Sub-ranges are handled in two parts, one part is building an internal state of the repair history and the other is performing the repairs. While building the internal repair history state all sub-ranges which are fully contained within a local virtual node are collected from the repair history. This means that for a virtual node (1, 5] it will collect ranges such as (1, 3] and (2, 4]. It will not collect (0, 3] since it is not fully contained in the virtual node even though it is intersecting it.

As the sub-range repair mechanism is using dynamic sizes of the sub-ranges there is a need of handling overlapping sub-ranges.
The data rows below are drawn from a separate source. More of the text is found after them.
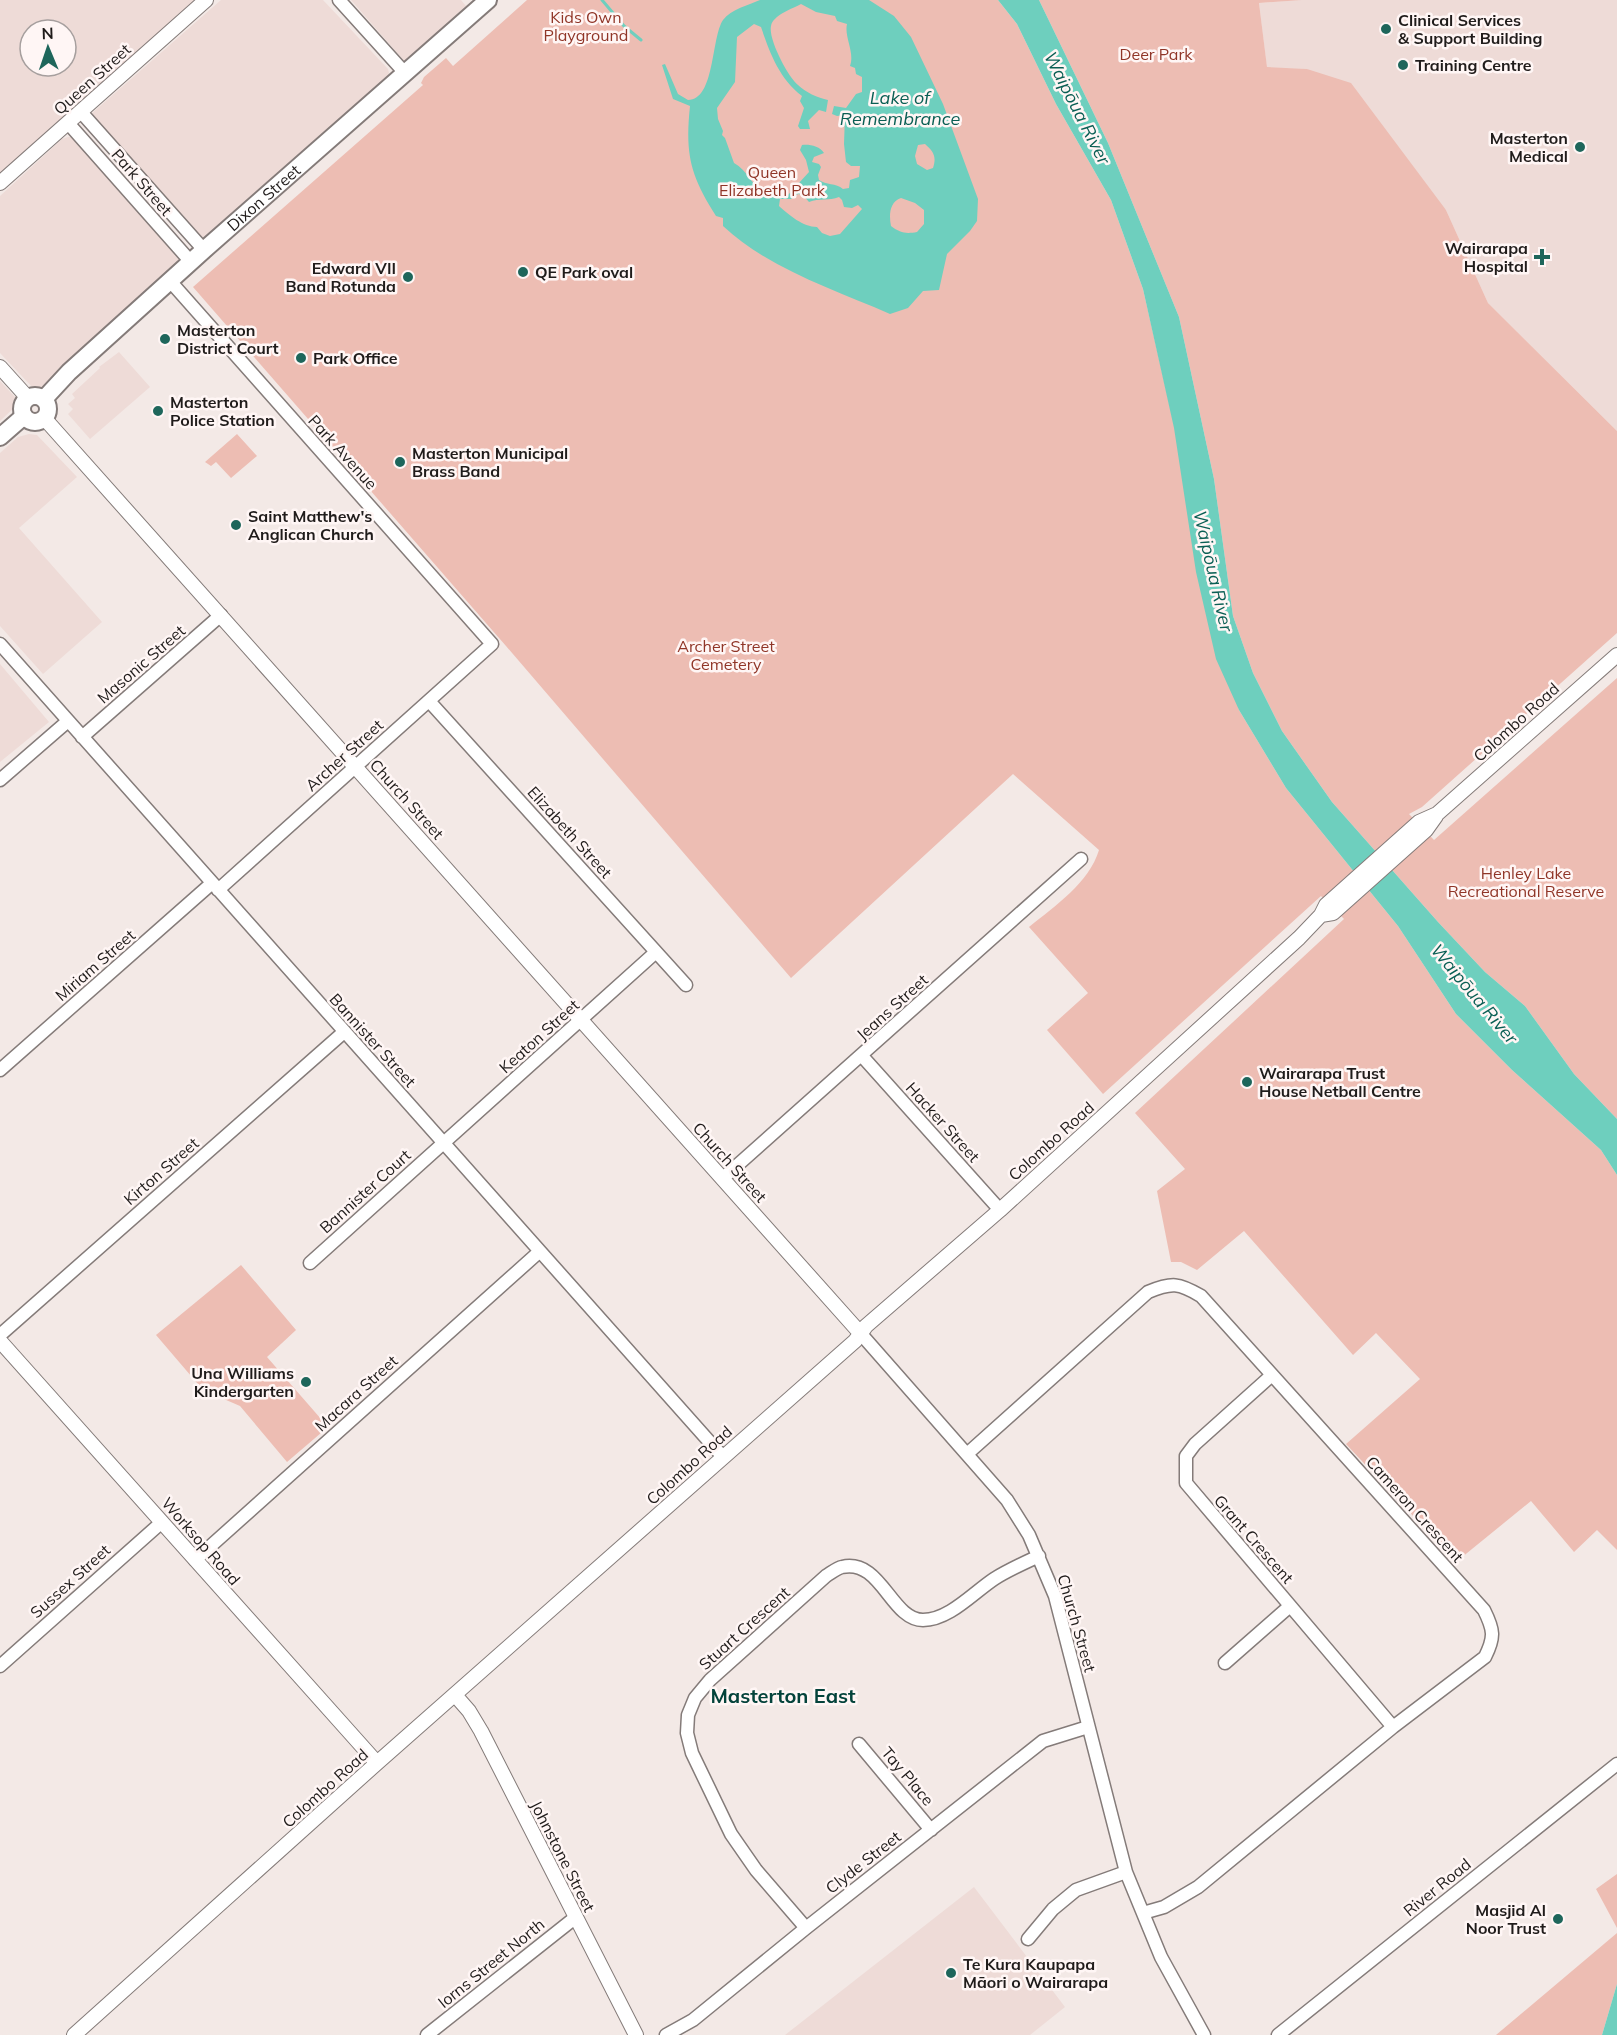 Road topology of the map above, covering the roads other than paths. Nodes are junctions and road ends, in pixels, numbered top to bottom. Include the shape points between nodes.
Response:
1 (206, 0) edge
2 (339, 0) edge
3 (489, 0) edge
4 (405, 73) junction
5 (81, 111) junction
6 (68, 123) junction
7 (0, 183) edge
8 (204, 250) junction
9 (191, 262) junction
10 (170, 281) junction
11 (0, 367) edge
12 (36, 399) junction
13 (24, 416) junction
14 (45, 419) junction
15 (0, 437) edge
16 (221, 615) junction
17 (0, 644) edge
18 (492, 644) joint
19 (1617, 655) edge
20 (429, 701) junction
21 (68, 721) junction
22 (82, 737) junction
23 (356, 766) junction
24 (0, 780) edge
25 (1081, 860) dead end
26 (214, 887) junction
27 (656, 952) junction
28 (686, 985) dead end
29 (582, 1020) junction
30 (344, 1032) junction
31 (862, 1056) junction
32 (0, 1070) edge
33 (442, 1143) junction
34 (723, 1178) junction
35 (1000, 1210) junction
36 (539, 1252) junction
37 (310, 1263) dead end
38 (861, 1334) junction
39 (0, 1335) edge
40 (3, 1350) edge
41 (1272, 1375) junction
42 (968, 1454) junction
43 (723, 1457) junction
44 (162, 1522) junction
45 (1039, 1556) junction
46 (195, 1560) junction
47 (1290, 1606) junction
48 (1225, 1663) dead end
49 (0, 1666) edge
50 (456, 1695) junction
51 (1088, 1727) junction
52 (1393, 1727) junction
53 (859, 1744) dead end
54 (377, 1763) junction
55 (1617, 1764) edge
56 (931, 1830) junction
57 (1126, 1872) junction
58 (1143, 1912) junction
59 (576, 1917) junction
60 (806, 1928) junction
61 (1028, 1939) dead end
62 (74, 2035) edge
63 (427, 2035) edge
64 (636, 2035) edge
65 (666, 2035) edge
66 (1204, 2035) edge
67 (1278, 2035) edge

1 - 5 street, Queen Street
2 - 4 street
3 - 4 main road, Dixon Street
4 - 8 main road, Dixon Street
5 - 6 street, Queen Street
5 - 8 street, Park Street
6 - 7 street, Queen Street
6 - 9 street, Park Street
8 - 9 main road, Dixon Street
9 - 10 main road, Dixon Street
10 - 12 main road, Dixon Street
10 - 18 street, Park Avenue
11 - 12 street
12 - 13 main road via 22,406
12 - 14 main road via 49,409
13 - 14 main road via 35,423
13 - 15 main road
14 - 16 street, Church Street
16 - 22 street, Masonic Street
16 - 23 street, Church Street
17 - 21 street, Bannister Street
18 - 20 street, Archer Street
19 - 35 street, Colombo Road via 1327,911
20 - 23 street, Archer Street
20 - 27 street, Elizabeth Street
21 - 22 street, Bannister Street
21 - 24 street
22 - 26 street, Bannister Street
23 - 26 street, Archer Street
23 - 29 street, Church Street
25 - 31 street, Jeans Street
26 - 30 street, Bannister Street
26 - 32 street, Miriam Street
27 - 28 street, Elizabeth Street
27 - 29 street, Keaton Street
29 - 33 street, Keaton Street
29 - 34 street, Church Street
30 - 33 street, Bannister Street
30 - 39 street, Kirton Street
31 - 34 street, Jeans Street
31 - 35 street, Hacker Street
33 - 36 street, Bannister Street
33 - 37 street, Bannister Court
34 - 38 street, Church Street
35 - 38 street, Colombo Road
36 - 43 street, Bannister Street
36 - 46 street, Macara Street
38 - 42 street, Church Street
38 - 43 street, Colombo Road
40 - 44 street, Worksop Road
41 - 42 street, Cameron Crescent via 1201,1296 1182,1285 1164,1285 1148,1292
41 - 47 street, Grant Crescent via 1195,1444 1186,1456 1186,1483
41 - 52 street, Cameron Crescent via 1484,1610 1492,1627 1492,1643 1485,1657
42 - 45 street, Church Street via 1007,1500
43 - 50 street, Colombo Road
44 - 46 street, Worksop Road
44 - 49 street, Sussex Street
45 - 51 street, Church Street via 1055,1596
45 - 60 street, Stuart Crescent via 995,1578 948,1612 920,1620 907,1614 870,1573 856,1566 841,1567 826,1575 695,1698 688,1715 687,1733 692,1754 731,1834
46 - 54 street, Worksop Road
47 - 48 street
47 - 52 street, Grant Crescent
50 - 54 street, Colombo Road
50 - 59 street, Johnstone Street via 481,1731
51 - 56 street, Clyde Street via 1043,1741
51 - 57 street, Church Street
52 - 58 street, Cameron Crescent via 1198,1887 1164,1907
53 - 56 street, Tay Place
54 - 62 street, Colombo Road
55 - 67 street, River Road
56 - 60 street, Clyde Street
57 - 58 street, Church Street
57 - 61 street via 1076,1890 1053,1909
58 - 66 street, Church Street via 1161,1957
59 - 63 street, Iorns Street North
59 - 64 street, Johnstone Street
60 - 65 street, Clyde Street via 693,2020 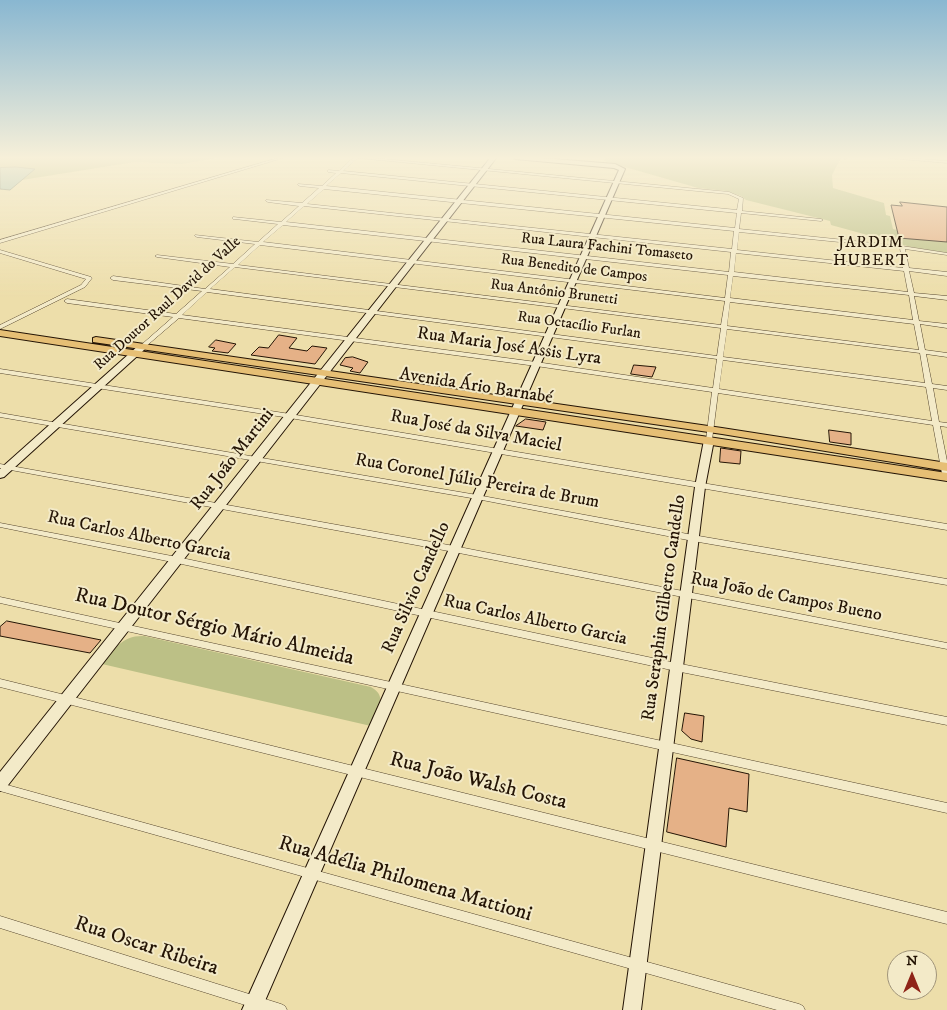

E.g. there could be entries for both (1, 3] and (2, 4] within one virtual node that has been repaired at different times. This is handled by splitting the history into (1, 2], (2, 3] and (3, 4] where the middle range gets the latest repair time of the two. In order to keep the memory footprint small these ranges are later consolidated where adjacent ranges that has been repaired closely together are merged.

In a larger context this also works for repairs covering the full virtual node. Given a virtual node (0, 30] that was repaired at timestamp X and a repair history entry containing the sub range (15, 20] repaired at Y. Assuming that X is more than one hour before Y this will produce three sub ranges in the internal representation:

  • (0, 15] repaired at X.
  • (15, 20] repaired at Y
  • (20, 30] repaired at X

Incremental repairs

Incremental repairs do not use ecchronos repair history

Each IncrementalRepairJob uses metrics from Cassandra maxRepairedAt and percentRepaired. This information is used to determine when the job is eligible for the next repair and when to send alarms if necessary. The job jumps over intervals if there's nothing to repair, i.e percentRepaired is 100%.

When the job runs, it calculates the replicas that might be involved in the repair using ReplicationStateImpl. Afterwards a single RepairGroups is created. When the RepairGroup is executed it will generate one IncrementalRepairTask. The IncrementalRepairTask is the class that will perform the incremental repair [3].

References

[1]: Consensus on Cassandra;

[2]: Incremental and Full Repairs

[3]: Cassandra Metrics